# Favourite movements?



## aglayaepanchin (Jul 24, 2016)

Hey!

What are your favorite movements right now?


----------



## Weston (Jul 11, 2008)

If I wanted to be snarky I'd say pedaling my bicycle. But I do often listen to individual movements because of the random play function I use at work - not for serious listening, but fun anyway.

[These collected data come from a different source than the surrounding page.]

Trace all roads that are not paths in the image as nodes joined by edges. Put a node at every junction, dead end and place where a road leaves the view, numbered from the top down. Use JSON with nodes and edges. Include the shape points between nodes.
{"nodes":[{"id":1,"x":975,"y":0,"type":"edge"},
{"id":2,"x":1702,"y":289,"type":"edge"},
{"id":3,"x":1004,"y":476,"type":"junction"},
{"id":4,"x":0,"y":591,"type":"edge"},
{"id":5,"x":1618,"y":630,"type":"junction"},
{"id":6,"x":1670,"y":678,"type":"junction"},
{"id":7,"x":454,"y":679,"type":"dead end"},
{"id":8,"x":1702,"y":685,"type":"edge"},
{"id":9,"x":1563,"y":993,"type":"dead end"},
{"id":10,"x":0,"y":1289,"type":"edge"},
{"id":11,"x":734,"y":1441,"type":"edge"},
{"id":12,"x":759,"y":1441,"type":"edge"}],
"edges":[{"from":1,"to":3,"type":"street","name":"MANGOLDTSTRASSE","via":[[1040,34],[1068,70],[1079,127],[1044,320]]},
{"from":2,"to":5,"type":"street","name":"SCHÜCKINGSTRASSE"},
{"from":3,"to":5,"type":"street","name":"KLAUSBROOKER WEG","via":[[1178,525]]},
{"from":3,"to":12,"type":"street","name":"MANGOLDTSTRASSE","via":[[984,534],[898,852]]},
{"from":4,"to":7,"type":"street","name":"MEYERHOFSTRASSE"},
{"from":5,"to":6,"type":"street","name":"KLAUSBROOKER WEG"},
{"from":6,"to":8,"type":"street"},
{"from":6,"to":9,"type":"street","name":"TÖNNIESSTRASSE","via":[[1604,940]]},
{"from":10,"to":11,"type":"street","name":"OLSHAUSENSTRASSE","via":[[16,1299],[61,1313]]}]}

It's hard to think of any I like more than others. I'll go with Enescu's Suite for orchestra No. 3 in D major "Villageoise," Op. 27, movement 1 for starters.


----------



## Pugg (Aug 8, 2014)

Running and swimming


----------



## Haydn man (Jan 25, 2014)

Ok I will offer my personal favourite
Mozart PC No.23 second movement, this is just sublime musical perfection


----------



## TwoFlutesOneTrumpet (Aug 31, 2011)

Bowel? 

OK, I have so many that the one I mention is just the first that pops in my head: Mahler 2nd symphony, 1st movement.


----------



## Pat Fairlea (Dec 9, 2015)

TwoFlutesOneTrumpet said:


> Bowel?
> 
> OK, I have so many that the one I mention is just the first that pops in my head: Mahler 2nd symphony, 1st movement.


Shostakovich 2nd piano concerto, 2nd movement. Lyrical, gentle, lump in the throat.


----------



## Woodduck (Mar 17, 2014)

If single-movement symphonies count, I'll say Sibelius's 7th. If not, the 3rd movement (Adagio) of Elgar's Symphony #1. It's coda is one of music's moments of truth.


----------